We’re also seeing a lot of Morning Glories this year, due to timely and generous rainfall.  The Morning Glory has always been my favorite flower, for the record  (click picture for larger view):








Besides Woodpeckers and Blue Jays, as I’ve mentioned before, Squirrels love roasted, unsalted peanuts.  This squirrel has a slightly-askew right rear paw – but it hasn’t ever stopped her from climbing and jumping (a missed jump is the likely cause of the problem).   I usually call her Left-Paw Squirrel – because when I ask if she wants a peanut, she raises her left forepaw and waves at me.  It’s always the left forepaw, and none of the other squirrels ever do this.  They just stare at me blankly or sit up, looking around  (click picture for larger view):

An annual arrival

Woodpeckers begin to make their appearance this time of year, already preparing to raise young who will emerge with the spring.
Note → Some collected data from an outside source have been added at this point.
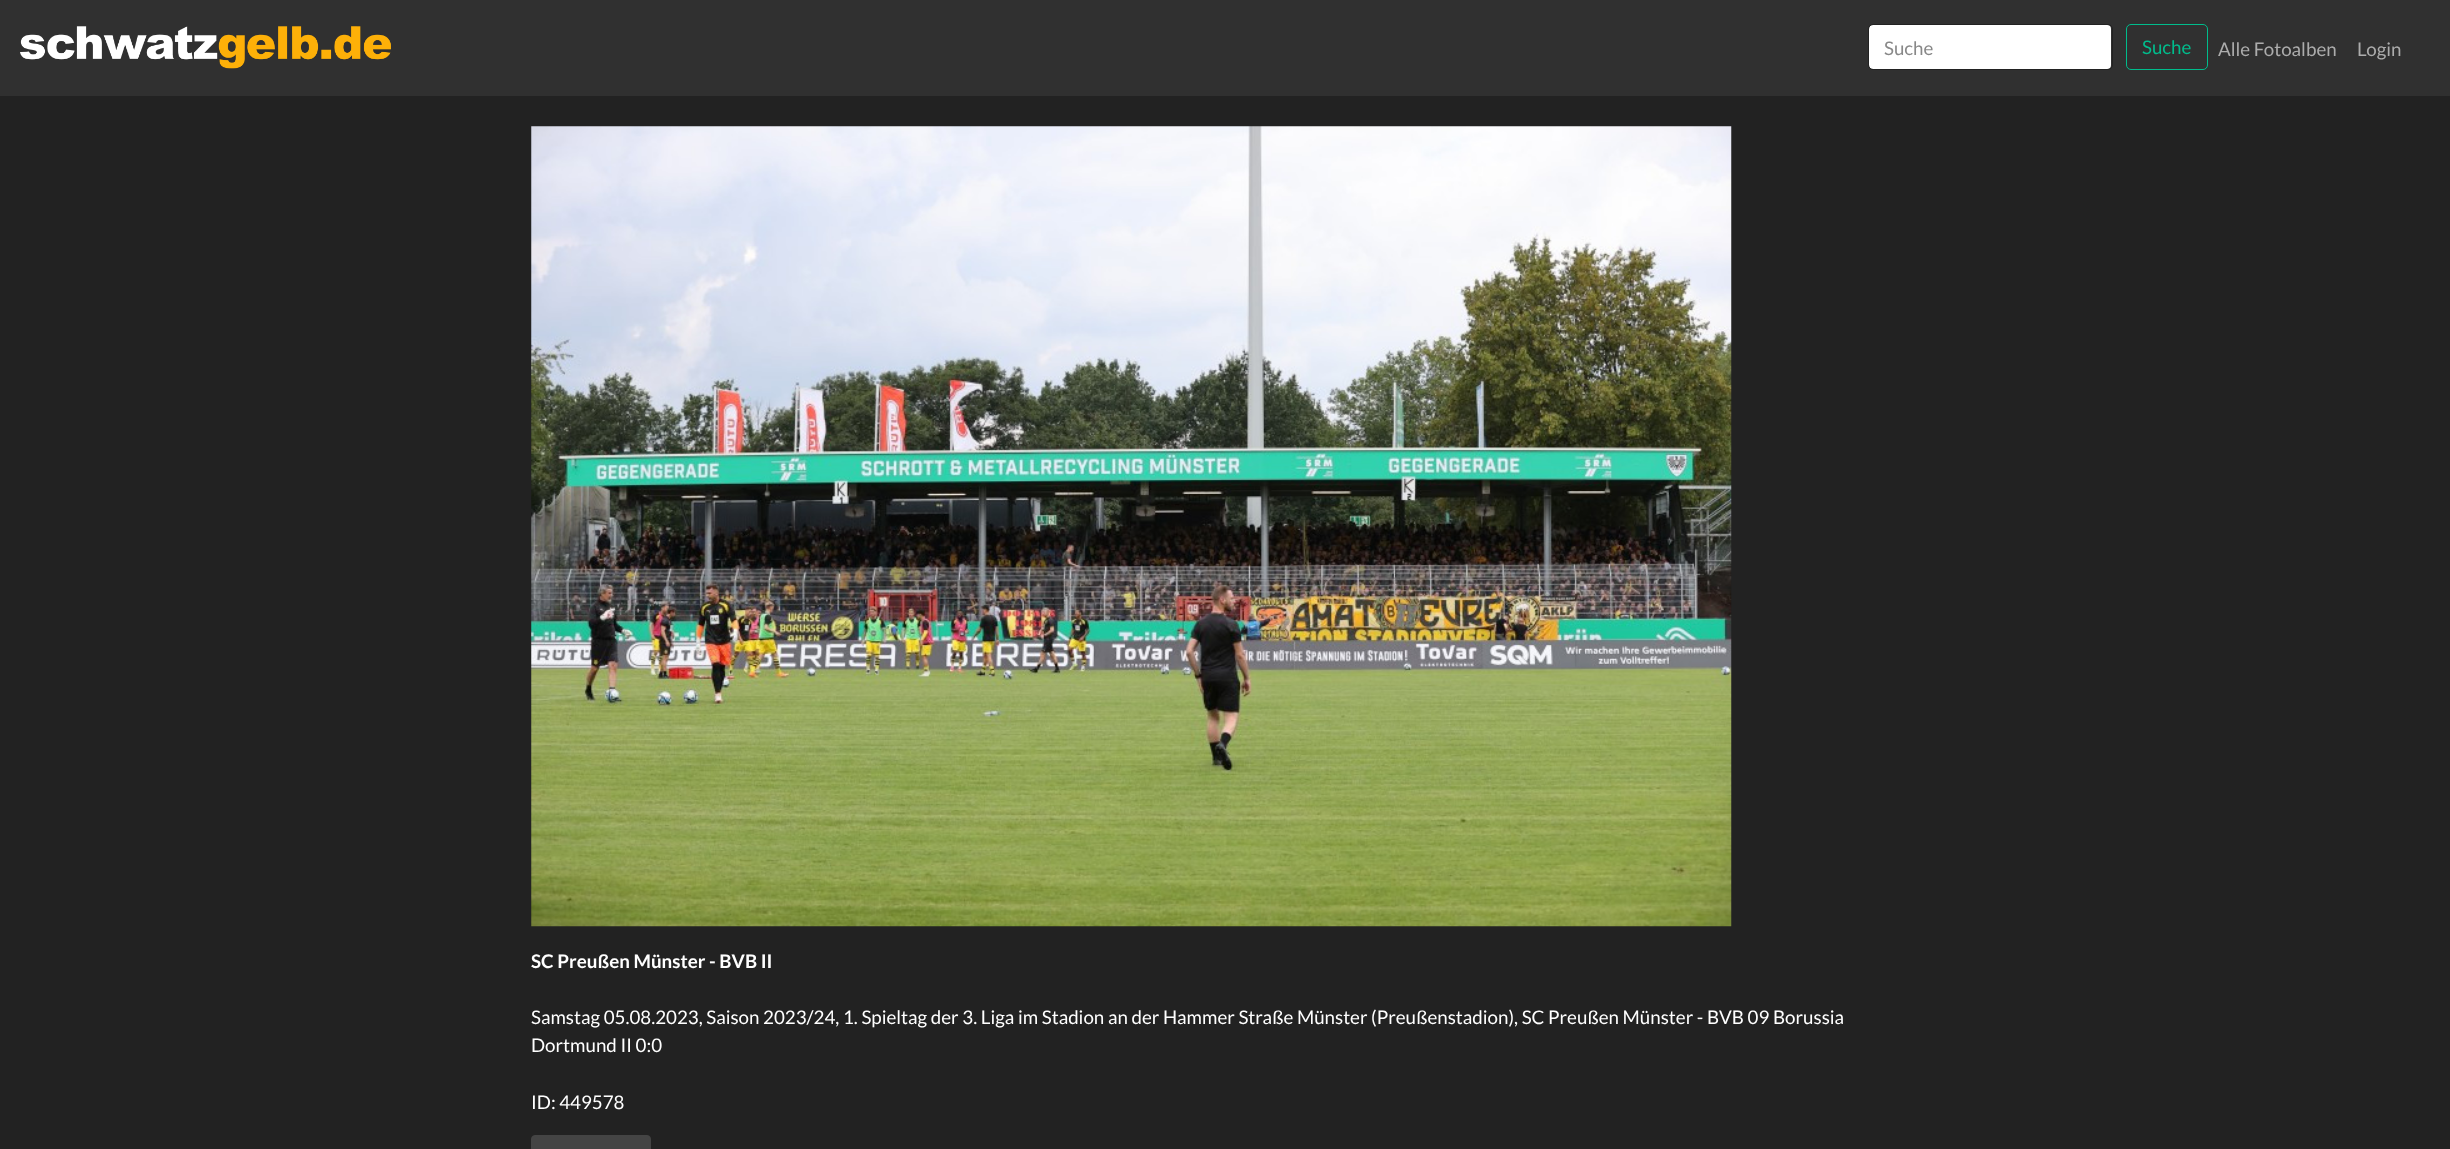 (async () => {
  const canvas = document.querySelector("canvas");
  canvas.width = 2450;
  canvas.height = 1149;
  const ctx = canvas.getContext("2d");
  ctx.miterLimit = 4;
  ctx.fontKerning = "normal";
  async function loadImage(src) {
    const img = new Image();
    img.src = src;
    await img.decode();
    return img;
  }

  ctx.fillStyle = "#222222";
  ctx.fillRect(0, 0, 2450, 1149);
  ctx.fillStyle = "#303030";
  ctx.fillRect(0, 0, 2450, 96);
  ctx.drawImage(await loadImage("img/1.png"), 20, 26, 371, 43);
  ctx.fillStyle = "#ffffff";
  ctx.beginPath();
  ctx.roundRect(1869, 25, 242, 44, 4);
  ctx.fill();
  ctx.beginPath();
  ctx.roundRect(1868.5, 24.5, 244, 45, 4.5);
  ctx.strokeStyle = "#222222";
  ctx.stroke();
  ctx.beginPath();
  ctx.roundRect(2126.5, 24.5, 81, 45, 4.5);
  ctx.strokeStyle = "#00bc8c";
  ctx.stroke();
  ctx.drawImage(await loadImage("img/2.png"), 531, 126, 1201, 801);
  ctx.fillStyle = "#444444";
  ctx.beginPath();
  ctx.roundRect(531.5, 1135.5, 119, 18, 3.5);
  ctx.fill();
  ctx.strokeStyle = "#444444";
  ctx.stroke();
  ctx.font = "18.75px Lato";
  ctx.fillStyle = "#888888";
  ctx.fillText("Suche", 1884, 55);
  ctx.fillStyle = "#00bc8c";
  ctx.fillText("Suche", 2142, 54);
  ctx.fillStyle = "#acacac";
  ctx.fillText("Alle Fotoalben", 2218, 56);
  ctx.fillText("Login", 2357, 56);
  ctx.font = "bold 18.75px Lato";
  ctx.fillStyle = "#ffffff";
  ctx.fillText("SC Preußen Münster - BVB II", 531, 968);
  ctx.font = "18.75px Lato";
  for (const [text, x, y] of [
    ["Samstag 05.08.2023, Saison 2023/24, 1. Spieltag der 3. Liga im Stadion an der Hammer Straße Münster (Preußenstadion), SC Preußen Münster - BVB 09 Borussia", 531, 1024],
    ["Dortmund II 0:0", 531, 1052],
    ["ID: 449578", 531, 1109],
  ]) {
    ctx.fillText(text, x, y);
  }
})();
We see red-bellied woodpeckers in our area.  They don’t actually have red bellies.  The males have red heads while the females have a red cape across the back of their neck.  But “red-headed” woodpecker was a name that was probably already taken.

A few years ago, Woody (the male) began to pay attention to the fact that I tap a few times on the glass of the back door prior to opening it and tossing out a few peanuts for whatever critters have congregated.

I soon began to hear a rapid and loud thumping outside.  After hearing it on a few occasions, I happened to look up and noticed Woody clinging to the gutter on the edge of the house where it extends past the back door.  So I opened the door and tossed a peanut to him.

Woody taught his wife, Woodina, and they taught Baby Woodina and others of the next couple generations.

Last year, baby Woody remained behind after the parents eventually moved on to wherever it is they usually go by late summer.  He’s remained through the winter, full-grown now with a brilliant red head.  And also very feisty – unlike his more shy father, he’s very willing to snatch a peanut out from under the very beak of a larger blue jay as the latter is about to pick one up.

However, baby Woody has chosen through all this to “call” when he gets a peanut hankering sort of feeling.  Wodpeckers don’t have a particularly beautiful songbird kind of song, but it’s very distinctive.

This morning, just after I closed the door after tossing out a handful of peanuts, I heard a rapid staccato on the gutter and looked out.  Woodina has returned (or maybe a grown daughter).  So up went a peanut and off she flew with her prize.  A little while later, she repeated it again and was satisfied with a second welcome-back treat.

I’m hoping her mate will also make an appearance and they’ll raise out young once again.